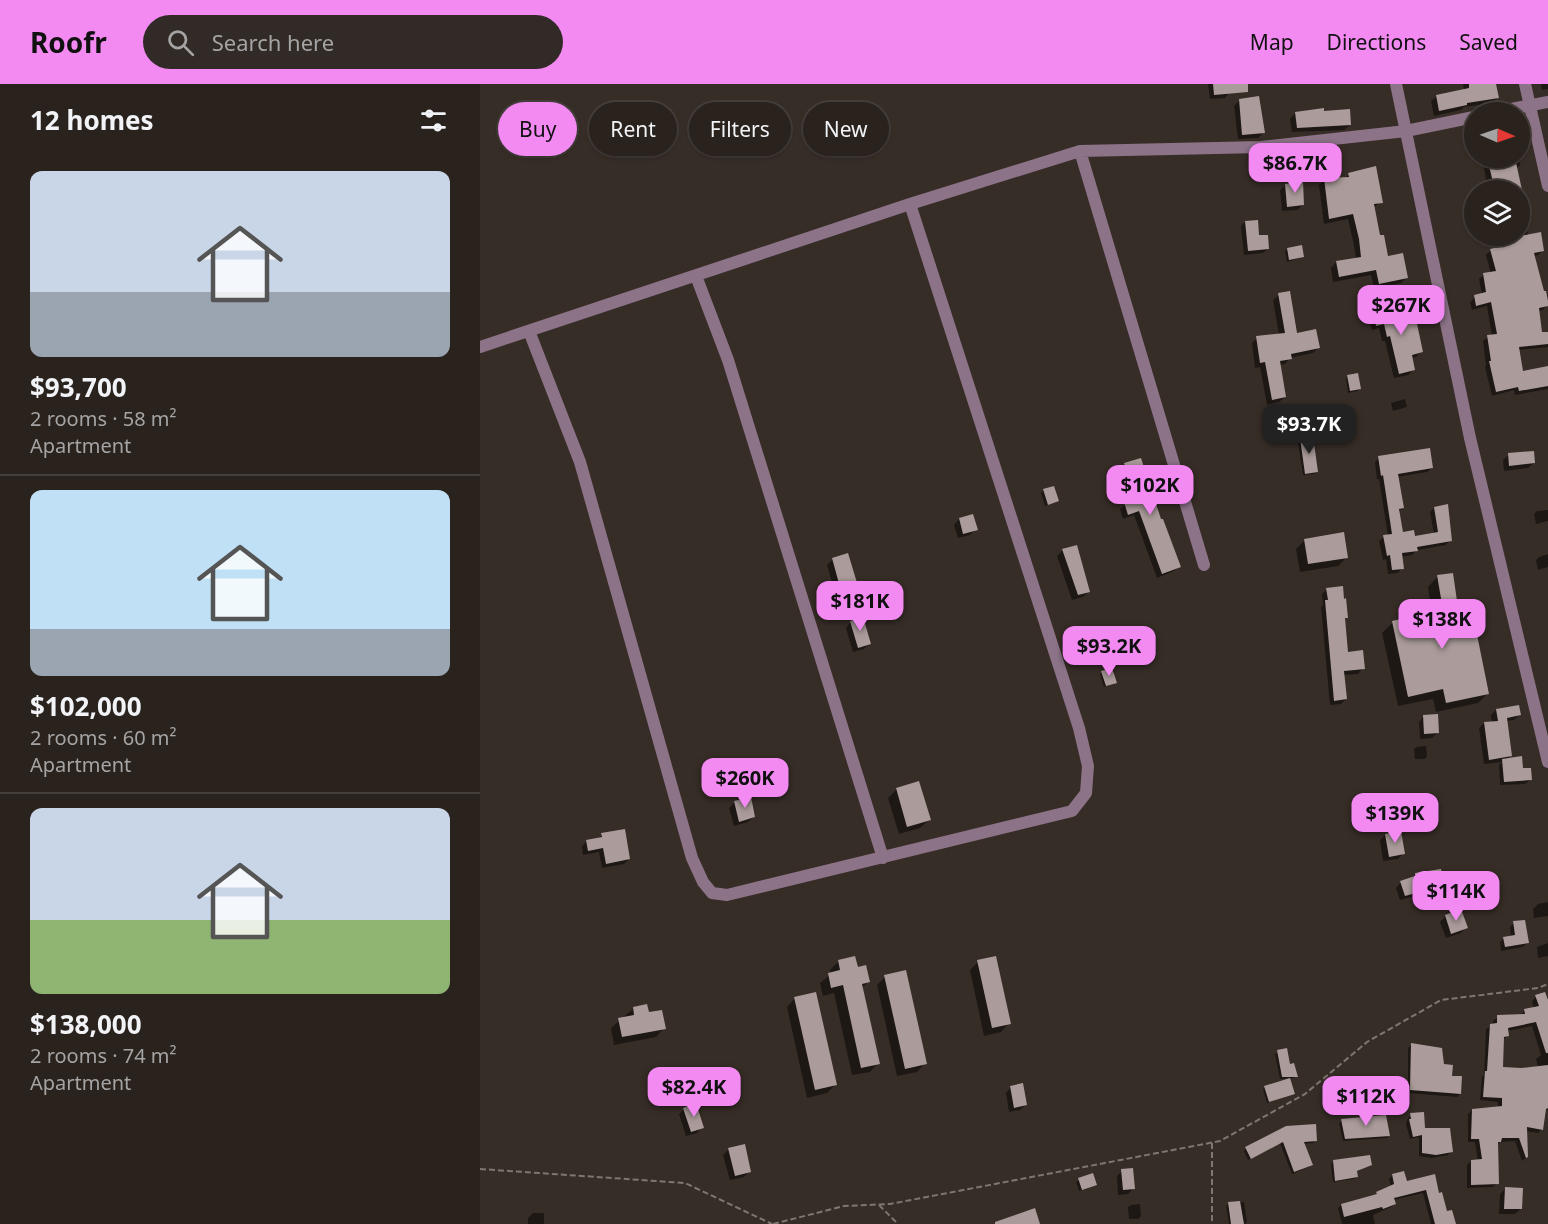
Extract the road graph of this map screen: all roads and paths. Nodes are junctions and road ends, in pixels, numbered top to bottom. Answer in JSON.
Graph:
{"nodes":[{"id":1,"x":1396,"y":84,"type":"edge"},
{"id":2,"x":1525,"y":84,"type":"edge"},
{"id":3,"x":1528,"y":102,"type":"edge"},
{"id":4,"x":1548,"y":102,"type":"edge"},
{"id":5,"x":1530,"y":106,"type":"edge"},
{"id":6,"x":1530,"y":110,"type":"edge"},
{"id":7,"x":1464,"y":119,"type":"edge"},
{"id":8,"x":1406,"y":131,"type":"junction"},
{"id":9,"x":1080,"y":151,"type":"junction"},
{"id":10,"x":1548,"y":186,"type":"edge"},
{"id":11,"x":910,"y":204,"type":"junction"},
{"id":12,"x":696,"y":276,"type":"junction"},
{"id":13,"x":530,"y":331,"type":"junction"},
{"id":14,"x":480,"y":347,"type":"edge"},
{"id":15,"x":1204,"y":565,"type":"dead end"},
{"id":16,"x":1548,"y":762,"type":"edge"},
{"id":17,"x":883,"y":858,"type":"junction"},
{"id":18,"x":1548,"y":984,"type":"edge"},
{"id":19,"x":1212,"y":1143,"type":"junction"},
{"id":20,"x":480,"y":1169,"type":"edge"},
{"id":21,"x":879,"y":1205,"type":"junction"},
{"id":22,"x":772,"y":1224,"type":"edge"},
{"id":23,"x":898,"y":1224,"type":"edge"},
{"id":24,"x":1212,"y":1224,"type":"edge"}],
"edges":[{"from":1,"to":8,"type":"street"},
{"from":2,"to":3,"type":"street"},
{"from":4,"to":5,"type":"street"},
{"from":6,"to":10,"type":"street"},
{"from":7,"to":8,"type":"street"},
{"from":8,"to":9,"type":"street"},
{"from":8,"to":16,"type":"street"},
{"from":9,"to":11,"type":"street"},
{"from":9,"to":15,"type":"street"},
{"from":11,"to":12,"type":"street"},
{"from":11,"to":17,"type":"street"},
{"from":12,"to":13,"type":"street"},
{"from":12,"to":17,"type":"street"},
{"from":13,"to":14,"type":"street"},
{"from":13,"to":17,"type":"street"},
{"from":18,"to":19,"type":"path"},
{"from":19,"to":21,"type":"path"},
{"from":19,"to":24,"type":"path"},
{"from":20,"to":22,"type":"path"},
{"from":21,"to":22,"type":"path"},
{"from":21,"to":23,"type":"path"}]}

----

Please retype the records above exactly, leaving every image out.

** SOLUTION BELOW **
Extract the road graph of this map screen: all roads and paths. Nodes are junctions and road ends, in pixels, numbered top to bottom. Answer in JSON.
Graph:
{"nodes":[{"id":1,"x":1396,"y":84,"type":"edge"},
{"id":2,"x":1525,"y":84,"type":"edge"},
{"id":3,"x":1528,"y":102,"type":"edge"},
{"id":4,"x":1548,"y":102,"type":"edge"},
{"id":5,"x":1530,"y":106,"type":"edge"},
{"id":6,"x":1530,"y":110,"type":"edge"},
{"id":7,"x":1464,"y":119,"type":"edge"},
{"id":8,"x":1406,"y":131,"type":"junction"},
{"id":9,"x":1080,"y":151,"type":"junction"},
{"id":10,"x":1548,"y":186,"type":"edge"},
{"id":11,"x":910,"y":204,"type":"junction"},
{"id":12,"x":696,"y":276,"type":"junction"},
{"id":13,"x":530,"y":331,"type":"junction"},
{"id":14,"x":480,"y":347,"type":"edge"},
{"id":15,"x":1204,"y":565,"type":"dead end"},
{"id":16,"x":1548,"y":762,"type":"edge"},
{"id":17,"x":883,"y":858,"type":"junction"},
{"id":18,"x":1548,"y":984,"type":"edge"},
{"id":19,"x":1212,"y":1143,"type":"junction"},
{"id":20,"x":480,"y":1169,"type":"edge"},
{"id":21,"x":879,"y":1205,"type":"junction"},
{"id":22,"x":772,"y":1224,"type":"edge"},
{"id":23,"x":898,"y":1224,"type":"edge"},
{"id":24,"x":1212,"y":1224,"type":"edge"}],
"edges":[{"from":1,"to":8,"type":"street"},
{"from":2,"to":3,"type":"street"},
{"from":4,"to":5,"type":"street"},
{"from":6,"to":10,"type":"street"},
{"from":7,"to":8,"type":"street"},
{"from":8,"to":9,"type":"street"},
{"from":8,"to":16,"type":"street"},
{"from":9,"to":11,"type":"street"},
{"from":9,"to":15,"type":"street"},
{"from":11,"to":12,"type":"street"},
{"from":11,"to":17,"type":"street"},
{"from":12,"to":13,"type":"street"},
{"from":12,"to":17,"type":"street"},
{"from":13,"to":14,"type":"street"},
{"from":13,"to":17,"type":"street"},
{"from":18,"to":19,"type":"path"},
{"from":19,"to":21,"type":"path"},
{"from":19,"to":24,"type":"path"},
{"from":20,"to":22,"type":"path"},
{"from":21,"to":22,"type":"path"},
{"from":21,"to":23,"type":"path"}]}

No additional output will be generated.